§ **What you need to do**: Those lines of the records that contain "then" are to be located and copied.

§ **Exercise input**:
§
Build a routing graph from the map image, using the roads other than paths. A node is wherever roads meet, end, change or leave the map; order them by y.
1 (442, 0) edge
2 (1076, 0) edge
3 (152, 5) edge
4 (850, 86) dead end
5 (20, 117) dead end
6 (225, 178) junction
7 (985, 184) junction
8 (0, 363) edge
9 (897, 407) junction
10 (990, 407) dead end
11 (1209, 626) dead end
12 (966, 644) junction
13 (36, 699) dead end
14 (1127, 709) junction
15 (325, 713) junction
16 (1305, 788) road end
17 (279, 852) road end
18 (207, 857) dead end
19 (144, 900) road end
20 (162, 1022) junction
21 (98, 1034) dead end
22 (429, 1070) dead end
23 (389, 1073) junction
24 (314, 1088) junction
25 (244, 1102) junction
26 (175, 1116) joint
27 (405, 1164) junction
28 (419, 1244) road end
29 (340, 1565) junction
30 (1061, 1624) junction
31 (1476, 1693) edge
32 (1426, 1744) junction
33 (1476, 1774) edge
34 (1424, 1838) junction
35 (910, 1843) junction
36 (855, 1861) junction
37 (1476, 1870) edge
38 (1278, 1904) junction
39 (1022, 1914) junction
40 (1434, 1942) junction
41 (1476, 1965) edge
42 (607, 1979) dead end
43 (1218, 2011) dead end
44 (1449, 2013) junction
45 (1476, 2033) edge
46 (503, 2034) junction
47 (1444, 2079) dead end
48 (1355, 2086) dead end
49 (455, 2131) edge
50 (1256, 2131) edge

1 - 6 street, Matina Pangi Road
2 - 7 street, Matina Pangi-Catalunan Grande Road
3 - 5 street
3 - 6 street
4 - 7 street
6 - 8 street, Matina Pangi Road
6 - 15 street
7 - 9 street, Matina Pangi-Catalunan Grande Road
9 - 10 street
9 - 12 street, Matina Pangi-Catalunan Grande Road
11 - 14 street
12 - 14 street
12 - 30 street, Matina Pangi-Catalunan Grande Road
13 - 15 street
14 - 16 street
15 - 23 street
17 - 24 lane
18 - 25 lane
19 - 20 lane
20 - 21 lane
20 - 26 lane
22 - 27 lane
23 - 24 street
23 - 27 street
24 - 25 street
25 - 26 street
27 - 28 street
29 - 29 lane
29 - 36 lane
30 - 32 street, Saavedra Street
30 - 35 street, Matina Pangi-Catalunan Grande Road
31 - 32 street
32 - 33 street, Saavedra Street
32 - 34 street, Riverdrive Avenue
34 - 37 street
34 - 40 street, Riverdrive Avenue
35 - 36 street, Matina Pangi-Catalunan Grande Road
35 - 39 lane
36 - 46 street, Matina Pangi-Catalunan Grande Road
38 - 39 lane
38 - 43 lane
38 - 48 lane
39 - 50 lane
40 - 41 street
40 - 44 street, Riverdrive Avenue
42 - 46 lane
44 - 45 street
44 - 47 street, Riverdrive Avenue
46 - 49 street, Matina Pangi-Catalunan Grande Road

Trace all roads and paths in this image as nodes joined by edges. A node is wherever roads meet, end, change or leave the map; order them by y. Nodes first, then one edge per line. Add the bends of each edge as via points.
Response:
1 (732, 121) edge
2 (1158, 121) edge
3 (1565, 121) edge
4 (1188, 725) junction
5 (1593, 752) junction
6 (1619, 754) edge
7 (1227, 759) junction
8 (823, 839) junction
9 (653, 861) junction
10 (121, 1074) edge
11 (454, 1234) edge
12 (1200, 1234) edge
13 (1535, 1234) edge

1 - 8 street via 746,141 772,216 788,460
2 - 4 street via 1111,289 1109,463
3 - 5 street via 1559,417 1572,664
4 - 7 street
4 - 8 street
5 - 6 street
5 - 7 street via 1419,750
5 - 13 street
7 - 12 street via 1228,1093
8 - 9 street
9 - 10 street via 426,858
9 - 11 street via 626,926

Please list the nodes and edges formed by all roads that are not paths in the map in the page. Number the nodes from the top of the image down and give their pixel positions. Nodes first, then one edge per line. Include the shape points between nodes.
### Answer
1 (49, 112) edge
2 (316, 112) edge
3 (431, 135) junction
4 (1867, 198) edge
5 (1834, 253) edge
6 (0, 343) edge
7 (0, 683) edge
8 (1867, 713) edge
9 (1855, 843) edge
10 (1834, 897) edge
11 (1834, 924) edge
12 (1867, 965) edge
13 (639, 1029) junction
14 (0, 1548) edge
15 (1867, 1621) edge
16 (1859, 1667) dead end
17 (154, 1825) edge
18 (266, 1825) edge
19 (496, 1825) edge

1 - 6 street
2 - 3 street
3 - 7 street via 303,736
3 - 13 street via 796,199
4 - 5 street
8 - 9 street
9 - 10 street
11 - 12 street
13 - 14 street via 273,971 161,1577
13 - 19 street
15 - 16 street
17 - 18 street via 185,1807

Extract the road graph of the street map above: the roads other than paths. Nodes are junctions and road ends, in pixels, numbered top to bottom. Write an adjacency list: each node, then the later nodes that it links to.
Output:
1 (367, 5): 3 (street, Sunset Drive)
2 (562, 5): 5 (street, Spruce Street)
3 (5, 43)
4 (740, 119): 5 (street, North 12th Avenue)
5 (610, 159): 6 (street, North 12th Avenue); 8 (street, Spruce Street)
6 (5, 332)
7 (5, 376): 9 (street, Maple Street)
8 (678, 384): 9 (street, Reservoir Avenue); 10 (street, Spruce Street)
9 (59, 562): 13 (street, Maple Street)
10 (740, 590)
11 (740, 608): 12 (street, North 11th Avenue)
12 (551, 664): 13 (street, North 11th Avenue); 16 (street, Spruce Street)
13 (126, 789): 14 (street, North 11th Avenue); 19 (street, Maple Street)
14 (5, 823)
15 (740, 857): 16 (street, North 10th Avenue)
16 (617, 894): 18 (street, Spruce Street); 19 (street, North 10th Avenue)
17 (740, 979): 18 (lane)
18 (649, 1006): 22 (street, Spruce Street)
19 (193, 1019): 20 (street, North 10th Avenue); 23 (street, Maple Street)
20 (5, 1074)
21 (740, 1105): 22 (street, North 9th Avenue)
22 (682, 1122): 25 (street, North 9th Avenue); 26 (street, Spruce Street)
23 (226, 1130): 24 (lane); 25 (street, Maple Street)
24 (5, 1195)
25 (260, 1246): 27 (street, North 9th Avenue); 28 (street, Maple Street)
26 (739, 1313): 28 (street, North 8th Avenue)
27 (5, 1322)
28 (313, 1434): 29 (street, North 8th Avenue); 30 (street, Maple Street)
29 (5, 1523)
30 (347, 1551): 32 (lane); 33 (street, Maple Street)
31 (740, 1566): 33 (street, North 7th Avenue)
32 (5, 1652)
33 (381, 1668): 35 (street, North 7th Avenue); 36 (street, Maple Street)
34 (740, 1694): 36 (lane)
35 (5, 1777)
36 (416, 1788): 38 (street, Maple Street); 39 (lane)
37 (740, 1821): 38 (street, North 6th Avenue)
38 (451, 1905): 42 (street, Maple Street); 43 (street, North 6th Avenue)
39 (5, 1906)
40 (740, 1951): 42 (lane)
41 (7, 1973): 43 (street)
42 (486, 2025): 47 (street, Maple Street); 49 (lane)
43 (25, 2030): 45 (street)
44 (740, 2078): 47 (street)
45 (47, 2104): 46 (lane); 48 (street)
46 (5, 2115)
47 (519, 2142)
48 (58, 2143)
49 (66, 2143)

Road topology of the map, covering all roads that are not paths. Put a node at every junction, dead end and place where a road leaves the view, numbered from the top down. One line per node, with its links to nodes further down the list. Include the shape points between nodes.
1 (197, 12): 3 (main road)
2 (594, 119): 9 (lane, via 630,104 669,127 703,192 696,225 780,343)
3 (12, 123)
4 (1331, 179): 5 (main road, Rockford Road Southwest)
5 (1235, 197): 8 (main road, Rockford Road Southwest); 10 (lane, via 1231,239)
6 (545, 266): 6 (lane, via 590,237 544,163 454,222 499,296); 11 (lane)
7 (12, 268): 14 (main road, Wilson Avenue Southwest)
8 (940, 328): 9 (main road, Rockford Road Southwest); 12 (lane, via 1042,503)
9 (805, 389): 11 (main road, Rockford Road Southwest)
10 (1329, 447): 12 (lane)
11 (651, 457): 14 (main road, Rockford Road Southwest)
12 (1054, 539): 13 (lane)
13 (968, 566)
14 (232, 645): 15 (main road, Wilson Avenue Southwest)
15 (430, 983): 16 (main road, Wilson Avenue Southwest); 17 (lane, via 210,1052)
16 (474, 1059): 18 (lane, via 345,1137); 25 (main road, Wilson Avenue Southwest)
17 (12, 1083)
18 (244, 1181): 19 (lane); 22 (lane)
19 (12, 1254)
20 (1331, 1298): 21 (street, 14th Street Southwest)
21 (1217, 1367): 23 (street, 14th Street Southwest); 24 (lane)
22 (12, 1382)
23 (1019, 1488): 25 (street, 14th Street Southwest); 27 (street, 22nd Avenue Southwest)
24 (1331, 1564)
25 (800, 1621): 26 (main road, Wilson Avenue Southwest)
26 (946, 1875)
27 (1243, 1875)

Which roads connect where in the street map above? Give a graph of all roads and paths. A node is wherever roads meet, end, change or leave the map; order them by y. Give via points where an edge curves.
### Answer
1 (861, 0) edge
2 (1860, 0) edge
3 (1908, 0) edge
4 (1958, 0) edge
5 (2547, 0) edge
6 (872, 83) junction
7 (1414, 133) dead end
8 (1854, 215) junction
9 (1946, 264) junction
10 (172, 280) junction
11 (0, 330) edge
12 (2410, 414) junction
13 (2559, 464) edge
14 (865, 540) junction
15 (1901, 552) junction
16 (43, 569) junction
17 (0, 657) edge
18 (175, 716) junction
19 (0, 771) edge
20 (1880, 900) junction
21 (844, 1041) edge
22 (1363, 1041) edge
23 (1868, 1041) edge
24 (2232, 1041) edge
§
§ **Solution for this task**:
Trace all roads and paths in this image as nodes joined by edges. A node is wherever roads meet, end, change or leave the map; order them by y. Nodes first, then one edge per line. Add the bends of each edge as via points.
Please list the nodes and edges formed by all roads that are not paths in the map in the page. Number the nodes from the top of the image down and give their pixel positions. Nodes first, then one edge per line. Include the shape points between nodes.
Extract the road graph of the street map above: the roads other than paths. Nodes are junctions and road ends, in pixels, numbered top to bottom. Write an adjacency list: each node, then the later nodes that it links to.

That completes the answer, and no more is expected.